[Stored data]
----------

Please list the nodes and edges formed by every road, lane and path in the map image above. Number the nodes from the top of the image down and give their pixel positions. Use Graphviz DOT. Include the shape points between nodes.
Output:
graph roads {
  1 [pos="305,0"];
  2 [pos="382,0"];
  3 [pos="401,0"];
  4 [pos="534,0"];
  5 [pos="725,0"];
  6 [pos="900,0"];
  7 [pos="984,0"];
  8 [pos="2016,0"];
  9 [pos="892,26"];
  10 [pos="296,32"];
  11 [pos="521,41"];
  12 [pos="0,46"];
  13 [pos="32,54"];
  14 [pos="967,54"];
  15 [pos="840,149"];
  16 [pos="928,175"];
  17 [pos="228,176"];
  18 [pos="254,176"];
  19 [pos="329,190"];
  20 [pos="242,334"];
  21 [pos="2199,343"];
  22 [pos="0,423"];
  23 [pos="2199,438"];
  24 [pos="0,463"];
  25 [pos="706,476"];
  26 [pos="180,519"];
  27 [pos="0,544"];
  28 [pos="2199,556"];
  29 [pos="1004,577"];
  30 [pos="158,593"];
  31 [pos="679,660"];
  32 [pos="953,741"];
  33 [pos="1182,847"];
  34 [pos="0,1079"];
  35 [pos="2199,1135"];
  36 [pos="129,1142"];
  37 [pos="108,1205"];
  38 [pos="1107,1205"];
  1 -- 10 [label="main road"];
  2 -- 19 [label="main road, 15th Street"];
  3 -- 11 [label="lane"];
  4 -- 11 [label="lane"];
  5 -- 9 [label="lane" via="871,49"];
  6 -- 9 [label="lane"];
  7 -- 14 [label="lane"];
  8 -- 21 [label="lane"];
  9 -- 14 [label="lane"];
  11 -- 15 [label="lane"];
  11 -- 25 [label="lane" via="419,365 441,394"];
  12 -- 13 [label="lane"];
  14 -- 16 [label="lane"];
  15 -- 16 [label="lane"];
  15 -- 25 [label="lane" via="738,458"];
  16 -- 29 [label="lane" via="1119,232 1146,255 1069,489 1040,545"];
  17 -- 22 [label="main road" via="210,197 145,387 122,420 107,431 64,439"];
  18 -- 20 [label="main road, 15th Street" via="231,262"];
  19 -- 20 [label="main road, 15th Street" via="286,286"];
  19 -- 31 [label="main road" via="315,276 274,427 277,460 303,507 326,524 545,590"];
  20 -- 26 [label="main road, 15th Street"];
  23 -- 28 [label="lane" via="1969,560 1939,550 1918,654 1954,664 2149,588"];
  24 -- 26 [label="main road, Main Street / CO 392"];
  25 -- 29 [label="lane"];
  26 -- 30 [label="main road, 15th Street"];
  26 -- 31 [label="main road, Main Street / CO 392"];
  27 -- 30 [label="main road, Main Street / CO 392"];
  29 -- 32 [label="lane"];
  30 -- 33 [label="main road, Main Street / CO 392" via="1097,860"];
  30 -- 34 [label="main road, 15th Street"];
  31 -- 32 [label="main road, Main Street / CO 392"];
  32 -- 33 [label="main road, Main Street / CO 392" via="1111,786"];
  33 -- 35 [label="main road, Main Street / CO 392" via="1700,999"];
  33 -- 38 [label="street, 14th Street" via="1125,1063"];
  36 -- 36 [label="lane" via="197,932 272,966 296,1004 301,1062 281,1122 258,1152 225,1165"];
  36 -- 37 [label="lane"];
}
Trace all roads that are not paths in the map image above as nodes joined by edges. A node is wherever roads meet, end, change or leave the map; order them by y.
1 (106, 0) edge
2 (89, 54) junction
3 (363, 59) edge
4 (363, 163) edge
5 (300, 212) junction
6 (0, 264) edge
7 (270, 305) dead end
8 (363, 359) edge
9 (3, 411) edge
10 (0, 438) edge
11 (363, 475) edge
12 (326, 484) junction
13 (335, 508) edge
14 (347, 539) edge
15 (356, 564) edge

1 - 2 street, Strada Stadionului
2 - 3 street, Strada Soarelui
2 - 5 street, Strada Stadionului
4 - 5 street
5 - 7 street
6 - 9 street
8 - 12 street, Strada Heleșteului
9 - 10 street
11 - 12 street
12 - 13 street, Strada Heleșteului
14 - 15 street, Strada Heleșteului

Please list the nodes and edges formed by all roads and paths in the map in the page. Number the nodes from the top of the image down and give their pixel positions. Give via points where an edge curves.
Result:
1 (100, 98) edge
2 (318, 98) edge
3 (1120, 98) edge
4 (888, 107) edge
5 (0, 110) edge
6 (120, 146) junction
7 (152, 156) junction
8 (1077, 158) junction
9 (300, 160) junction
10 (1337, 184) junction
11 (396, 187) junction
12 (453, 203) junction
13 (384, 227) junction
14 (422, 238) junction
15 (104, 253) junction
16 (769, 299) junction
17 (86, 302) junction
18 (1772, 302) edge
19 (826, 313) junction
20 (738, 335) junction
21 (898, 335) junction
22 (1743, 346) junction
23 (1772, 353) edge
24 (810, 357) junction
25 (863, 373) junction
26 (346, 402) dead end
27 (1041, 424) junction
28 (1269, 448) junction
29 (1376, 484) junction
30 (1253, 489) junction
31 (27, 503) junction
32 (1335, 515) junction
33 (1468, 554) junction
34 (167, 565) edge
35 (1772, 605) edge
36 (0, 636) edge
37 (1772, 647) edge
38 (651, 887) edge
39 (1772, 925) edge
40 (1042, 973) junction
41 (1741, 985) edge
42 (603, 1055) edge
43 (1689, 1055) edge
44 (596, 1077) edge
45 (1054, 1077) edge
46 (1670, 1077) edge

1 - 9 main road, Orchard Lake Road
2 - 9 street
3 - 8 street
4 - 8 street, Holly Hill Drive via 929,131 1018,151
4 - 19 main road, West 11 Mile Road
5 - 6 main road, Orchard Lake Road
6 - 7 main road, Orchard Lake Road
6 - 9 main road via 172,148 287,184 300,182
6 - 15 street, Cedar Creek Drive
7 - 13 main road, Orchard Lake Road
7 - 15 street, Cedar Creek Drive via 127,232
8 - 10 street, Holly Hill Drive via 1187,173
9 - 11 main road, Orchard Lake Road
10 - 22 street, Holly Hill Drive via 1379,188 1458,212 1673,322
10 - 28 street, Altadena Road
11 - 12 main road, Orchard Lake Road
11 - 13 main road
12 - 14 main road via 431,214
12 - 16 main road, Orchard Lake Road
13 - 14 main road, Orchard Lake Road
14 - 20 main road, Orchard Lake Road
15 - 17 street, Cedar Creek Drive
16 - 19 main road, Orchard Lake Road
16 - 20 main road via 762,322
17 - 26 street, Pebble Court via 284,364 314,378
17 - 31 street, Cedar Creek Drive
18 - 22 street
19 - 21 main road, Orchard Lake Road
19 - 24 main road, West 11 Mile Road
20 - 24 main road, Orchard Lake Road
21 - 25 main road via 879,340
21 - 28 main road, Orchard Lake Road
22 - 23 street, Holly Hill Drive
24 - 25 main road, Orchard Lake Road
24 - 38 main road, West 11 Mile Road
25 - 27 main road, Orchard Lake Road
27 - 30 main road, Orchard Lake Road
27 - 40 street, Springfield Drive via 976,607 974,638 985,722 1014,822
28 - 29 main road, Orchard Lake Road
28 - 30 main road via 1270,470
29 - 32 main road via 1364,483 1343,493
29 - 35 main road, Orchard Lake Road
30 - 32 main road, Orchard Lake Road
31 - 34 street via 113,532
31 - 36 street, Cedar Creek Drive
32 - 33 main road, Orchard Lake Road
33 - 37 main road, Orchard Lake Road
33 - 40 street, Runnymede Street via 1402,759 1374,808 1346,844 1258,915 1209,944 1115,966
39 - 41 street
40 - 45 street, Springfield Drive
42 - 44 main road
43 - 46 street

----------

> **PROBLEM**:
The answer is the full set of records above, repeated exactly.

> **SOLUTION TO THE PROBLEM**:
Please list the nodes and edges formed by every road, lane and path in the map image above. Number the nodes from the top of the image down and give their pixel positions. Use Graphviz DOT. Include the shape points between nodes.
Output:
graph roads {
  1 [pos="305,0"];
  2 [pos="382,0"];
  3 [pos="401,0"];
  4 [pos="534,0"];
  5 [pos="725,0"];
  6 [pos="900,0"];
  7 [pos="984,0"];
  8 [pos="2016,0"];
  9 [pos="892,26"];
  10 [pos="296,32"];
  11 [pos="521,41"];
  12 [pos="0,46"];
  13 [pos="32,54"];
  14 [pos="967,54"];
  15 [pos="840,149"];
  16 [pos="928,175"];
  17 [pos="228,176"];
  18 [pos="254,176"];
  19 [pos="329,190"];
  20 [pos="242,334"];
  21 [pos="2199,343"];
  22 [pos="0,423"];
  23 [pos="2199,438"];
  24 [pos="0,463"];
  25 [pos="706,476"];
  26 [pos="180,519"];
  27 [pos="0,544"];
  28 [pos="2199,556"];
  29 [pos="1004,577"];
  30 [pos="158,593"];
  31 [pos="679,660"];
  32 [pos="953,741"];
  33 [pos="1182,847"];
  34 [pos="0,1079"];
  35 [pos="2199,1135"];
  36 [pos="129,1142"];
  37 [pos="108,1205"];
  38 [pos="1107,1205"];
  1 -- 10 [label="main road"];
  2 -- 19 [label="main road, 15th Street"];
  3 -- 11 [label="lane"];
  4 -- 11 [label="lane"];
  5 -- 9 [label="lane" via="871,49"];
  6 -- 9 [label="lane"];
  7 -- 14 [label="lane"];
  8 -- 21 [label="lane"];
  9 -- 14 [label="lane"];
  11 -- 15 [label="lane"];
  11 -- 25 [label="lane" via="419,365 441,394"];
  12 -- 13 [label="lane"];
  14 -- 16 [label="lane"];
  15 -- 16 [label="lane"];
  15 -- 25 [label="lane" via="738,458"];
  16 -- 29 [label="lane" via="1119,232 1146,255 1069,489 1040,545"];
  17 -- 22 [label="main road" via="210,197 145,387 122,420 107,431 64,439"];
  18 -- 20 [label="main road, 15th Street" via="231,262"];
  19 -- 20 [label="main road, 15th Street" via="286,286"];
  19 -- 31 [label="main road" via="315,276 274,427 277,460 303,507 326,524 545,590"];
  20 -- 26 [label="main road, 15th Street"];
  23 -- 28 [label="lane" via="1969,560 1939,550 1918,654 1954,664 2149,588"];
  24 -- 26 [label="main road, Main Street / CO 392"];
  25 -- 29 [label="lane"];
  26 -- 30 [label="main road, 15th Street"];
  26 -- 31 [label="main road, Main Street / CO 392"];
  27 -- 30 [label="main road, Main Street / CO 392"];
  29 -- 32 [label="lane"];
  30 -- 33 [label="main road, Main Street / CO 392" via="1097,860"];
  30 -- 34 [label="main road, 15th Street"];
  31 -- 32 [label="main road, Main Street / CO 392"];
  32 -- 33 [label="main road, Main Street / CO 392" via="1111,786"];
  33 -- 35 [label="main road, Main Street / CO 392" via="1700,999"];
  33 -- 38 [label="street, 14th Street" via="1125,1063"];
  36 -- 36 [label="lane" via="197,932 272,966 296,1004 301,1062 281,1122 258,1152 225,1165"];
  36 -- 37 [label="lane"];
}
Trace all roads that are not paths in the map image above as nodes joined by edges. A node is wherever roads meet, end, change or leave the map; order them by y.
1 (106, 0) edge
2 (89, 54) junction
3 (363, 59) edge
4 (363, 163) edge
5 (300, 212) junction
6 (0, 264) edge
7 (270, 305) dead end
8 (363, 359) edge
9 (3, 411) edge
10 (0, 438) edge
11 (363, 475) edge
12 (326, 484) junction
13 (335, 508) edge
14 (347, 539) edge
15 (356, 564) edge

1 - 2 street, Strada Stadionului
2 - 3 street, Strada Soarelui
2 - 5 street, Strada Stadionului
4 - 5 street
5 - 7 street
6 - 9 street
8 - 12 street, Strada Heleșteului
9 - 10 street
11 - 12 street
12 - 13 street, Strada Heleșteului
14 - 15 street, Strada Heleșteului

Please list the nodes and edges formed by all roads and paths in the map in the page. Number the nodes from the top of the image down and give their pixel positions. Give via points where an edge curves.
Result:
1 (100, 98) edge
2 (318, 98) edge
3 (1120, 98) edge
4 (888, 107) edge
5 (0, 110) edge
6 (120, 146) junction
7 (152, 156) junction
8 (1077, 158) junction
9 (300, 160) junction
10 (1337, 184) junction
11 (396, 187) junction
12 (453, 203) junction
13 (384, 227) junction
14 (422, 238) junction
15 (104, 253) junction
16 (769, 299) junction
17 (86, 302) junction
18 (1772, 302) edge
19 (826, 313) junction
20 (738, 335) junction
21 (898, 335) junction
22 (1743, 346) junction
23 (1772, 353) edge
24 (810, 357) junction
25 (863, 373) junction
26 (346, 402) dead end
27 (1041, 424) junction
28 (1269, 448) junction
29 (1376, 484) junction
30 (1253, 489) junction
31 (27, 503) junction
32 (1335, 515) junction
33 (1468, 554) junction
34 (167, 565) edge
35 (1772, 605) edge
36 (0, 636) edge
37 (1772, 647) edge
38 (651, 887) edge
39 (1772, 925) edge
40 (1042, 973) junction
41 (1741, 985) edge
42 (603, 1055) edge
43 (1689, 1055) edge
44 (596, 1077) edge
45 (1054, 1077) edge
46 (1670, 1077) edge

1 - 9 main road, Orchard Lake Road
2 - 9 street
3 - 8 street
4 - 8 street, Holly Hill Drive via 929,131 1018,151
4 - 19 main road, West 11 Mile Road
5 - 6 main road, Orchard Lake Road
6 - 7 main road, Orchard Lake Road
6 - 9 main road via 172,148 287,184 300,182
6 - 15 street, Cedar Creek Drive
7 - 13 main road, Orchard Lake Road
7 - 15 street, Cedar Creek Drive via 127,232
8 - 10 street, Holly Hill Drive via 1187,173
9 - 11 main road, Orchard Lake Road
10 - 22 street, Holly Hill Drive via 1379,188 1458,212 1673,322
10 - 28 street, Altadena Road
11 - 12 main road, Orchard Lake Road
11 - 13 main road
12 - 14 main road via 431,214
12 - 16 main road, Orchard Lake Road
13 - 14 main road, Orchard Lake Road
14 - 20 main road, Orchard Lake Road
15 - 17 street, Cedar Creek Drive
16 - 19 main road, Orchard Lake Road
16 - 20 main road via 762,322
17 - 26 street, Pebble Court via 284,364 314,378
17 - 31 street, Cedar Creek Drive
18 - 22 street
19 - 21 main road, Orchard Lake Road
19 - 24 main road, West 11 Mile Road
20 - 24 main road, Orchard Lake Road
21 - 25 main road via 879,340
21 - 28 main road, Orchard Lake Road
22 - 23 street, Holly Hill Drive
24 - 25 main road, Orchard Lake Road
24 - 38 main road, West 11 Mile Road
25 - 27 main road, Orchard Lake Road
27 - 30 main road, Orchard Lake Road
27 - 40 street, Springfield Drive via 976,607 974,638 985,722 1014,822
28 - 29 main road, Orchard Lake Road
28 - 30 main road via 1270,470
29 - 32 main road via 1364,483 1343,493
29 - 35 main road, Orchard Lake Road
30 - 32 main road, Orchard Lake Road
31 - 34 street via 113,532
31 - 36 street, Cedar Creek Drive
32 - 33 main road, Orchard Lake Road
33 - 37 main road, Orchard Lake Road
33 - 40 street, Runnymede Street via 1402,759 1374,808 1346,844 1258,915 1209,944 1115,966
39 - 41 street
40 - 45 street, Springfield Drive
42 - 44 main road
43 - 46 street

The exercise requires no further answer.